Uma mulher segura um retrato do líder supremo do Irã assassinado, o aiatolá Ali Chameei, em frente a uma faixa representando o presidente Donald Trump com um alvo na cabeça, durante as cerimônias fúnebres de Chameei em 5 de julho de 2026 em Teerã, Irã.
— Majid Sacudir-Getty Images Os receios de um regresso a uma guerra total estão a aumentar à medida que os Estados Unidos e o Irã trocam cada vez mais ataques militares.
O memorando de entendimento assinado entre os dois países após 40 dias de bombardeamentos americanos e israelitas contra o Iraê de ataques iranianos contra os países do Golfo e Israel durou apenas um mês antes de se desfazer.
A administração Trump revogou as isenções de sanções que ofereceu ao Irã, reimpôs o bloqueio naval aos portos do Iraê conduziu pesados bombardeamentos aéreos contra mais de 100 alvos militares no país.
O Irã retaliou contra os aliados americanos no Golfo: Kuwait, Bahrein e Jordânia.
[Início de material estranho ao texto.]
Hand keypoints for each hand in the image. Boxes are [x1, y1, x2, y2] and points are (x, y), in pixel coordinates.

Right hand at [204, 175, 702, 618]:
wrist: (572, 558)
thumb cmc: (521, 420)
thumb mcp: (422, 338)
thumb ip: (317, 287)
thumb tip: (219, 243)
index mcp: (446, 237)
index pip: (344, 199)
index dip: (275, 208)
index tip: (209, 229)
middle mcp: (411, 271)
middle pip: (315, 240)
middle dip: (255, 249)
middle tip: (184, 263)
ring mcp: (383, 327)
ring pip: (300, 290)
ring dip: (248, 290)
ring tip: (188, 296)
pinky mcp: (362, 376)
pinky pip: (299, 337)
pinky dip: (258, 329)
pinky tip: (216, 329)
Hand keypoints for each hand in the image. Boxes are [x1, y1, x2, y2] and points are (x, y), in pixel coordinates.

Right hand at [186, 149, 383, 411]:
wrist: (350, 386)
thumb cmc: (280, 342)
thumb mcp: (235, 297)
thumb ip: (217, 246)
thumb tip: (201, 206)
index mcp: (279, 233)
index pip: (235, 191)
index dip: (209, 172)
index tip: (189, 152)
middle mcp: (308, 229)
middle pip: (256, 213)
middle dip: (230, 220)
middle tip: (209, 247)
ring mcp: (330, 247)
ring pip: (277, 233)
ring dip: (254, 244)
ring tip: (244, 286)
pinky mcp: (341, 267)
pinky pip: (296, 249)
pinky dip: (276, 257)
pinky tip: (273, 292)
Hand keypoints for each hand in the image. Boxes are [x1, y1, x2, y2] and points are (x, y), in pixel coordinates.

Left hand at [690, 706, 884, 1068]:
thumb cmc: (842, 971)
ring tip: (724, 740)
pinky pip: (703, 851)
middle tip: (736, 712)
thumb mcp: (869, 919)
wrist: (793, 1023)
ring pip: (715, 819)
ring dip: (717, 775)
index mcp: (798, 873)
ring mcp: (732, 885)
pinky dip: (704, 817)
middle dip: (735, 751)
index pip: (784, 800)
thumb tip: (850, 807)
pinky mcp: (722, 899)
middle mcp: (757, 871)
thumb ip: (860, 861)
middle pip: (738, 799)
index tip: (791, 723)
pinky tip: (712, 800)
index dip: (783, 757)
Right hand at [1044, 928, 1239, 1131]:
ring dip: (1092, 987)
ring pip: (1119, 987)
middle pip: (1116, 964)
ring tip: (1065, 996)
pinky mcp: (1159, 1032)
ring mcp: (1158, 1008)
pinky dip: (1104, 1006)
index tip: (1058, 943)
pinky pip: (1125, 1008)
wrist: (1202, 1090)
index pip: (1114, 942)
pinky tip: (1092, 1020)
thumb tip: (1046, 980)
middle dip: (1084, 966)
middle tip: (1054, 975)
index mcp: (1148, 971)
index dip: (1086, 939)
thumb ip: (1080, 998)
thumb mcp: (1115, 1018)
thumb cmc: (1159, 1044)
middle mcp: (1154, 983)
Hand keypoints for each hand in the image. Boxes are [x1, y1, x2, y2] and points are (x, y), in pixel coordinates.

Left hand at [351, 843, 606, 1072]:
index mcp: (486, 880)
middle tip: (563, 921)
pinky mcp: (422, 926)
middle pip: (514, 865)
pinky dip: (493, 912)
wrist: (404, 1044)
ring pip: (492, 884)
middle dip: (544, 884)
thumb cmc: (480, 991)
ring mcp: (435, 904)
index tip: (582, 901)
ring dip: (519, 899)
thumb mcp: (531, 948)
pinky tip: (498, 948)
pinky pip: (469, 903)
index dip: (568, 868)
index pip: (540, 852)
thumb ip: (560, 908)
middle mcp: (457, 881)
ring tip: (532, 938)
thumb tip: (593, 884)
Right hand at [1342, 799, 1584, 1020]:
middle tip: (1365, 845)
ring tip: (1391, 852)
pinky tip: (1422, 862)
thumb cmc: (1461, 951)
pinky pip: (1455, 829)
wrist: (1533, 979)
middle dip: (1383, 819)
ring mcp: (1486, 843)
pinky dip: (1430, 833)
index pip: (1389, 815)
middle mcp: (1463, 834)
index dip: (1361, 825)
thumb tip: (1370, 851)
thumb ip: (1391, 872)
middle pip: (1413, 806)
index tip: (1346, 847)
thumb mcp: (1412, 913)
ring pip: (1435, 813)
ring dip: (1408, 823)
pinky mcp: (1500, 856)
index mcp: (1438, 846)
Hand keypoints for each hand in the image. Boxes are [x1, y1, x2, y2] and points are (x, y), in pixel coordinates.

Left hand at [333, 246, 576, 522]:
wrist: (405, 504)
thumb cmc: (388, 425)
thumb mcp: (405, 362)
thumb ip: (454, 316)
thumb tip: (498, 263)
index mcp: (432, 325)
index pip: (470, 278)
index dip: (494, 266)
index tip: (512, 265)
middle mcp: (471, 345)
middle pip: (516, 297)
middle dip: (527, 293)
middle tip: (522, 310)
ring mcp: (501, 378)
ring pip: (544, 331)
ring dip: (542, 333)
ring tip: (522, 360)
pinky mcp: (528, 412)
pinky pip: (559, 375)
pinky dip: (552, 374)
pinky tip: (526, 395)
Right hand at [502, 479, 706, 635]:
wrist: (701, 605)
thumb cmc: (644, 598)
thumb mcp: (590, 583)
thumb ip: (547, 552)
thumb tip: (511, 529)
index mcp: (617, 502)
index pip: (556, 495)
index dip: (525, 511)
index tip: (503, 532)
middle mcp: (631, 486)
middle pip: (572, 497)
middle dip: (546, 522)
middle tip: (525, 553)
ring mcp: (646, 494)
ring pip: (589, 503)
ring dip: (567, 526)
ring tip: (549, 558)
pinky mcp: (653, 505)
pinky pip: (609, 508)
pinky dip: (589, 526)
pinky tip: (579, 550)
A velocidade deste colapso revela que Washington e Teerã assinaram um acordo inicial sem nunca chegarem a acordo sobre o que se pretendia alcançar.
Washington tratou o acordo inicial como o movimento de abertura num processo para restaurar a liberdade de navegação através do Estreito de Ônus, aliviar a pressão econômica da via navegável fechada e restringir gradualmente as capacidades coercivas do Irã.
Teerã considerou-a uma pausa que preservou a alavancagem, ao mesmo tempo que testou a seriedade e o apetite da Administração Trump por um acordo mais amplo.
Teerã nunca aceitou que o acordo exigisse que renunciasse à influência sobre o Estreito ou garantir passagem irrestrita por ele.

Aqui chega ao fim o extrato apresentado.